Prepping Your Ride For Winter

Winter Driving

If you live in an area where Winter weather is an issue, you likely understand the dangers of Winter driving. Snow, ice, and freezing rain can reduce visibility and traction, making any road trip a risky excursion. We’ve put together a few tips to help you prepare for your next Winter road trip.

1) Buy Snow Tires – The modern snow tire offers so many advantages for cold weather driving, you would be crazy not to invest in some Winter rubber. The rubber used to make modern snow tires is designed to remain soft even at very low temperatures. This means that even in freezing weather your snow tires will remain subtle, providing you with more grip and greater stopping power – even on snow and ice.

2) Check Your Battery – Cold weather can make even a good battery dlow to crank and can cause a bad battery to fail. Scrape away any corrosion from the posts and cable connections; clean all surfaces, and re-tighten connections. Check the voltage to ensure it is above 10 when starting and above 12 at idle. If need be, replace your battery.

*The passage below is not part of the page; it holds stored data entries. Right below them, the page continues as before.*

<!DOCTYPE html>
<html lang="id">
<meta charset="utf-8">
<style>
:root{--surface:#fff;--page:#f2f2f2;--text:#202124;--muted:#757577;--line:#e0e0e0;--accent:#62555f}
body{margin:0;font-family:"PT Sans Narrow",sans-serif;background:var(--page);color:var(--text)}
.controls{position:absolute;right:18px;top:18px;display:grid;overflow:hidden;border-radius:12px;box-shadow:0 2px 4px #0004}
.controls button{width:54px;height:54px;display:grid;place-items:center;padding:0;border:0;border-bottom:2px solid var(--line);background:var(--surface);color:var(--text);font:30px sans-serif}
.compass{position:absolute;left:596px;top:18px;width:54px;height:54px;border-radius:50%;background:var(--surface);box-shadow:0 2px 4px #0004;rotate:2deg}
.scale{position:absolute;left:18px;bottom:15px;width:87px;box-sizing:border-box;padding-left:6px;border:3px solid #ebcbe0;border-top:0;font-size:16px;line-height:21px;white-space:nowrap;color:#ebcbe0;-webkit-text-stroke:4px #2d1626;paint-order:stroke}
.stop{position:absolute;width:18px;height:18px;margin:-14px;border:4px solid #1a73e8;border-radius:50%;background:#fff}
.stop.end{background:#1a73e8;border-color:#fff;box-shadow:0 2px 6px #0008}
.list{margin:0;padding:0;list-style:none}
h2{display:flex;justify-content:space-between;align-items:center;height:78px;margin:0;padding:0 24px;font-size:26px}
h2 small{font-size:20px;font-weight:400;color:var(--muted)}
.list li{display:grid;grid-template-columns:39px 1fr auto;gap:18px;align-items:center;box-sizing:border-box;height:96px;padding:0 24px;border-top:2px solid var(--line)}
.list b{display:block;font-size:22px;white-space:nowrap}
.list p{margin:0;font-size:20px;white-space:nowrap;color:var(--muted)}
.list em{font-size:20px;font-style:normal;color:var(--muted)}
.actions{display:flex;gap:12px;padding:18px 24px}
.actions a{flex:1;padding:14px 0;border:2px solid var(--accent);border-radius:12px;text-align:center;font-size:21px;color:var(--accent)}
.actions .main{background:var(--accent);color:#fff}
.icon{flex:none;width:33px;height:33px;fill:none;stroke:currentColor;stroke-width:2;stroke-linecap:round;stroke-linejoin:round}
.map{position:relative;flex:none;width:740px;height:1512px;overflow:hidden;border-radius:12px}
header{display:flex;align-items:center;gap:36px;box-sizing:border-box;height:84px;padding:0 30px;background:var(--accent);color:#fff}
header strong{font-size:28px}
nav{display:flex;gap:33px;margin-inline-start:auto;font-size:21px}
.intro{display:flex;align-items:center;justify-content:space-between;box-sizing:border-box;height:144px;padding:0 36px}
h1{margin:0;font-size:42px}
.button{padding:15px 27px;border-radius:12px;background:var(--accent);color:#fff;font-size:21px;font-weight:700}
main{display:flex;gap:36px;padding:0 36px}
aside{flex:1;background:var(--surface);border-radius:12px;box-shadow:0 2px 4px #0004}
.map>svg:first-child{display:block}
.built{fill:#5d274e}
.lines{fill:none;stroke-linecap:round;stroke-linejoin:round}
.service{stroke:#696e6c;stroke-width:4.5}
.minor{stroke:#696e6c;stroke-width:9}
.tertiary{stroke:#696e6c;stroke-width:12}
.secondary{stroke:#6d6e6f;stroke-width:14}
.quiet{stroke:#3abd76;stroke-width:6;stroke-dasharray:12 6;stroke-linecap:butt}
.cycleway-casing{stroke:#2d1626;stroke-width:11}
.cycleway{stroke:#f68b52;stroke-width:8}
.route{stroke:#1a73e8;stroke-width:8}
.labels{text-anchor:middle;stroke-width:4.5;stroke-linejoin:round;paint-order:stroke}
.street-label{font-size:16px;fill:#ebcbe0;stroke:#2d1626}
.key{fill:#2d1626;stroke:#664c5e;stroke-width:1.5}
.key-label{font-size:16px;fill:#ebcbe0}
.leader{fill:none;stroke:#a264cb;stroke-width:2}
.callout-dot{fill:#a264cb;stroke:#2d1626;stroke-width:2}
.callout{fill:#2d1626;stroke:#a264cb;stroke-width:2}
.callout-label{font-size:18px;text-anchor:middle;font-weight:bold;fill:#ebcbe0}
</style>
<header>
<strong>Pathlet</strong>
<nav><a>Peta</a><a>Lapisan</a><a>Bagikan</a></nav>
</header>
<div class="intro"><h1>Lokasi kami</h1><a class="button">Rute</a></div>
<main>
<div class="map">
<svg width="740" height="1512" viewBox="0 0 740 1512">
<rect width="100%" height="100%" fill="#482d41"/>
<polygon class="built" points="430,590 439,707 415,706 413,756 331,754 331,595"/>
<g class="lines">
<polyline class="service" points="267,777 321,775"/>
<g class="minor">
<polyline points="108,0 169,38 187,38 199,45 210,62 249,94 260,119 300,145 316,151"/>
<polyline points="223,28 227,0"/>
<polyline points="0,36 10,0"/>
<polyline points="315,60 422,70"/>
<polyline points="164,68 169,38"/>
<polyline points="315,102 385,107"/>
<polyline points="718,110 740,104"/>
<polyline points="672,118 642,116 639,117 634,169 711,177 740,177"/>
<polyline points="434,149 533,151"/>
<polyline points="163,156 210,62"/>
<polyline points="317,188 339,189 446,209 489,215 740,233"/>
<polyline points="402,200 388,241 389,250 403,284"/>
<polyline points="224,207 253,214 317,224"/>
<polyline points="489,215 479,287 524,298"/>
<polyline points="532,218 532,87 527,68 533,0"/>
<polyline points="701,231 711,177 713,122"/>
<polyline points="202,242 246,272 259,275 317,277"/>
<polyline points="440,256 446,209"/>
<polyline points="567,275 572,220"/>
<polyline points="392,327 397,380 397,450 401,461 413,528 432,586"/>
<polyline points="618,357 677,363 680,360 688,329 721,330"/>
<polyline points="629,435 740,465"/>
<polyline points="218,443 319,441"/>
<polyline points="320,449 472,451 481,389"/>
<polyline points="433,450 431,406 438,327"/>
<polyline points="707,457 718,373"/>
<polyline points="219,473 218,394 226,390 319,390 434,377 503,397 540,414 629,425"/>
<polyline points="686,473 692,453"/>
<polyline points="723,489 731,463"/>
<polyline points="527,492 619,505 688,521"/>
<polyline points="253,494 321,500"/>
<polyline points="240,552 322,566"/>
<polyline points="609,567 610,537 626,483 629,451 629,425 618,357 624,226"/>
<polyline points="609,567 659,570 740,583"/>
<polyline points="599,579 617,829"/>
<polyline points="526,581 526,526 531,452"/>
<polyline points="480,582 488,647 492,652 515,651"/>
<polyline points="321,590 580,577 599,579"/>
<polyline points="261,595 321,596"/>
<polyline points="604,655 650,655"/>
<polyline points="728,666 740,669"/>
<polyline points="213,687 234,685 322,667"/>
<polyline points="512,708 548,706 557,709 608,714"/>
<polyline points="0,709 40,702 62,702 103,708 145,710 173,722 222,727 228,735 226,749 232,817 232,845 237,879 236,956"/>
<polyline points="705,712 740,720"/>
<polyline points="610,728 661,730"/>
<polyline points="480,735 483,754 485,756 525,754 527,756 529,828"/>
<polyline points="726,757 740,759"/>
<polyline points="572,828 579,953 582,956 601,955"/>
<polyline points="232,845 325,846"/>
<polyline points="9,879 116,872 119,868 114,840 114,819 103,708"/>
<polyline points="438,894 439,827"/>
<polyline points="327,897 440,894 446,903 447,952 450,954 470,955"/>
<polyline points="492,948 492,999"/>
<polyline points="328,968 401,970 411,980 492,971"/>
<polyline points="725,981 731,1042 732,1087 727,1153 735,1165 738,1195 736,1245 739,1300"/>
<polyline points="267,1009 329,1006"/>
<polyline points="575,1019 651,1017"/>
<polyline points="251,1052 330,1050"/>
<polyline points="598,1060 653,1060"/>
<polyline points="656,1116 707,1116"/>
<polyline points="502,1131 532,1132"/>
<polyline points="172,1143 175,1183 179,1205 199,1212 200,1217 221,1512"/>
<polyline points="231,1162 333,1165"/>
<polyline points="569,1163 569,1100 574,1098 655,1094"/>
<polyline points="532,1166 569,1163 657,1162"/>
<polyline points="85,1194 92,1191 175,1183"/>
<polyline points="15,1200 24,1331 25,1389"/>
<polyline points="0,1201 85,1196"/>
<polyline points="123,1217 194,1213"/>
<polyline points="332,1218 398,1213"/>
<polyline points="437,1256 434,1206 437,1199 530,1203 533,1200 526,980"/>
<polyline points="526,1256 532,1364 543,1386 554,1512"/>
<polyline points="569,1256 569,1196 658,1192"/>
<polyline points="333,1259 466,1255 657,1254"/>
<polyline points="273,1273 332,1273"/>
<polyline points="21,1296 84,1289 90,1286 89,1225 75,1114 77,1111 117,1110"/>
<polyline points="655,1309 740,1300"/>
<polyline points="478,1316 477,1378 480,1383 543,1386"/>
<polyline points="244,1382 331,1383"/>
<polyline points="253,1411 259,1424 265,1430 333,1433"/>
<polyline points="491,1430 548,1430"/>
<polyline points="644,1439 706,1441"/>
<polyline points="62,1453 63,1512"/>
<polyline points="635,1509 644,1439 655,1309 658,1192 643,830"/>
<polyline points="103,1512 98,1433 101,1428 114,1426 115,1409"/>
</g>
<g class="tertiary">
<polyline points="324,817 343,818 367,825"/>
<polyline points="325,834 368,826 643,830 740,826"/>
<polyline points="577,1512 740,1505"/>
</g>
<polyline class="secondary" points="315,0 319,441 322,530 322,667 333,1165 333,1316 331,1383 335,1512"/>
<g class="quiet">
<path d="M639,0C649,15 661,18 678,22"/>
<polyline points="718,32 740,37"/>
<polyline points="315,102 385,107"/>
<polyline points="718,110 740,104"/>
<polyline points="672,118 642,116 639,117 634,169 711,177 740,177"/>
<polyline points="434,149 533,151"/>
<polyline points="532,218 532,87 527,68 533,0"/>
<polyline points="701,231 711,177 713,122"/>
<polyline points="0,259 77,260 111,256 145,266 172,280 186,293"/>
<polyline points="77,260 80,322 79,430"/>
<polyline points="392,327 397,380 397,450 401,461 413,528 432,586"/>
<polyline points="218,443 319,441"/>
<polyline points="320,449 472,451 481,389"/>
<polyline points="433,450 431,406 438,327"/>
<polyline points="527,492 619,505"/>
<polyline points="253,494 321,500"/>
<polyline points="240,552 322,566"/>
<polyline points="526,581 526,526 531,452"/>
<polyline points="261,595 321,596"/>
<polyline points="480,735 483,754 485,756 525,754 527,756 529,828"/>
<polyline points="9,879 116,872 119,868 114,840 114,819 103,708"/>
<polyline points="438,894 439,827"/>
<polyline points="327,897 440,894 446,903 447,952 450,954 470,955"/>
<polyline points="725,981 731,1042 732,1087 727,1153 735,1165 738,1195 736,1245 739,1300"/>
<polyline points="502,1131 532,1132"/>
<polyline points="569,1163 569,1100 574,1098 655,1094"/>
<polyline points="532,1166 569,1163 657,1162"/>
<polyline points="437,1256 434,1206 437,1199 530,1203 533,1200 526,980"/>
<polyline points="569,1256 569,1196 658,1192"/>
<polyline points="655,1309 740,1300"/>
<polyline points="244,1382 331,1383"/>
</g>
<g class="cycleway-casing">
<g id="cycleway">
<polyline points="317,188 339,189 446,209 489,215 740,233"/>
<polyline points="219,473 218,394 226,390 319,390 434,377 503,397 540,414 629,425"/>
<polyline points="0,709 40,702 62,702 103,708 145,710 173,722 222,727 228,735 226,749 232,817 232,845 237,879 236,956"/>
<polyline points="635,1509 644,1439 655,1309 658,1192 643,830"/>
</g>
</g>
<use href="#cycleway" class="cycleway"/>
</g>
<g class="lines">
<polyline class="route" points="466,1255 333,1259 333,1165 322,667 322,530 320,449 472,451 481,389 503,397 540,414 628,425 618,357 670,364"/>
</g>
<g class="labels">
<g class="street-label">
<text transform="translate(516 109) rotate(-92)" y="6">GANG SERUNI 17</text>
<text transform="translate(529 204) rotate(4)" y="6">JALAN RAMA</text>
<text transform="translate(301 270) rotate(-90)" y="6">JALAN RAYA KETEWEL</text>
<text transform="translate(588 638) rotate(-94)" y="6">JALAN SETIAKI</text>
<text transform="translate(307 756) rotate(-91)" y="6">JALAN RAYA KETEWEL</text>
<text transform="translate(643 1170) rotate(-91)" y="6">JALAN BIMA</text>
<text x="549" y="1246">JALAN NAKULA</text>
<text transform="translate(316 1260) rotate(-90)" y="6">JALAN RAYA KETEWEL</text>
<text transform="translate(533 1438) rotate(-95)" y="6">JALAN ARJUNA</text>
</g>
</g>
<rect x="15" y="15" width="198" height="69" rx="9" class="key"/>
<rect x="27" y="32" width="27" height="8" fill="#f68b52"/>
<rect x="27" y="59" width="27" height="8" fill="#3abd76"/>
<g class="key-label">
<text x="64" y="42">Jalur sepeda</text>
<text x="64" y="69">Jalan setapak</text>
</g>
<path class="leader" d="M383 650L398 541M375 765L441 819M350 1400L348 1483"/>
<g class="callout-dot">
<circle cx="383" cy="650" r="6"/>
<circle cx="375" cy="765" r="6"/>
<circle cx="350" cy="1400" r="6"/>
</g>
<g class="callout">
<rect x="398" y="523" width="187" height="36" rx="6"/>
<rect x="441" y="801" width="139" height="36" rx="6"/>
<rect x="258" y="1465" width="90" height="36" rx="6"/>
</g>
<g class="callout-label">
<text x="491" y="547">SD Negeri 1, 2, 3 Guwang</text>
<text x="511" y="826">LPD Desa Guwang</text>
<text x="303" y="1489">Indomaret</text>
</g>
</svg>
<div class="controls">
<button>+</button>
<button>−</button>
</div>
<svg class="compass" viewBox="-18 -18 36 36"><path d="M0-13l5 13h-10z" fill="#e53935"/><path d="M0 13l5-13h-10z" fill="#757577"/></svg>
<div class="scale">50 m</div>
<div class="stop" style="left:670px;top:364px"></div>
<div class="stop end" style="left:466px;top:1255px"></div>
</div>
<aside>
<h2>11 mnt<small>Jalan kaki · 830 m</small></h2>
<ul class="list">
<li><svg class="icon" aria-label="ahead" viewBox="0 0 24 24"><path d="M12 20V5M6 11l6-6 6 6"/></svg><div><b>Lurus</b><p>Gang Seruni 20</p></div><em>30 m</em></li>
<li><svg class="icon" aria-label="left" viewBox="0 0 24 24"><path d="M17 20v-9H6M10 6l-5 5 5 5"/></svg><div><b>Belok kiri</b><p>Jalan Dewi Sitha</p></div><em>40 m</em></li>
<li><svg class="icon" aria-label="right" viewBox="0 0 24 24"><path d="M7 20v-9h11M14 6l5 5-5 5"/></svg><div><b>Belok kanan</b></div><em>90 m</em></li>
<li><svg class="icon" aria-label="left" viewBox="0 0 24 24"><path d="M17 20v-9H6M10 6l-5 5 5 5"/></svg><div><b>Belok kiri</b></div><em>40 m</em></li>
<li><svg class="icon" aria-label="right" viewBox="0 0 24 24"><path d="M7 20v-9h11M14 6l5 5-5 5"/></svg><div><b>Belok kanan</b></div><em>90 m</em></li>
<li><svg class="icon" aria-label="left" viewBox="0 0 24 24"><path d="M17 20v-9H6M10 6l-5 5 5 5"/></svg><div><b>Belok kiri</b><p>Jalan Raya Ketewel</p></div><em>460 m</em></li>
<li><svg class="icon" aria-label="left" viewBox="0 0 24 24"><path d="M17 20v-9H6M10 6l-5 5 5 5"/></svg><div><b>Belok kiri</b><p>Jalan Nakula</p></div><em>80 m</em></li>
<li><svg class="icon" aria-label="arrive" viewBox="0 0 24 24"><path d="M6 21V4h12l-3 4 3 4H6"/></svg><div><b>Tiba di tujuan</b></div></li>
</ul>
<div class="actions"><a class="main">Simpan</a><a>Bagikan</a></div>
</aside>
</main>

3) Check Wipers and Wiper Fluid – Wiper blades are made of rubber and will tear,  crack, or tear even with limited use. Before the first snowfall, you should inspect your wiper blades for wear and replace them if necessary.

While you are at it, consider swapping out your regular wiper fluid for Winter fluid. Not all wiper fluids are the same and Winter wiper fluid will not freeze to your windshield and will help to loosen stubborn ice and snow.

4) Check Engine Coolant/Antifreeze Levels – Antifreeze is the magical substance that prevents your engine from freezing in sub-freezing temperatures. You can buy an inexpensive kit at most auto parts store that will help you to determine if you have the proper mixture for safe Winter driving.

5) Put Together An Emergency Kit – Finding yourself stranded on a lonely highway in a snowstorm is more than a mere inconvenience – it can be life threatening. Aside from a spare tire, jack and crowbar,  flashlight, spare batteries, road flares and a basic toolkit can be extremely useful.

Your emergency kit should also include a warm blanket, Winter jacket, gloves, and a warm hat. Don’t forget to add a lighter, an ice scraper and jumper cables (a tow rope can be useful as well. If you have the room, include a collapsible shovel and a bag of rock salt in case you get stuck.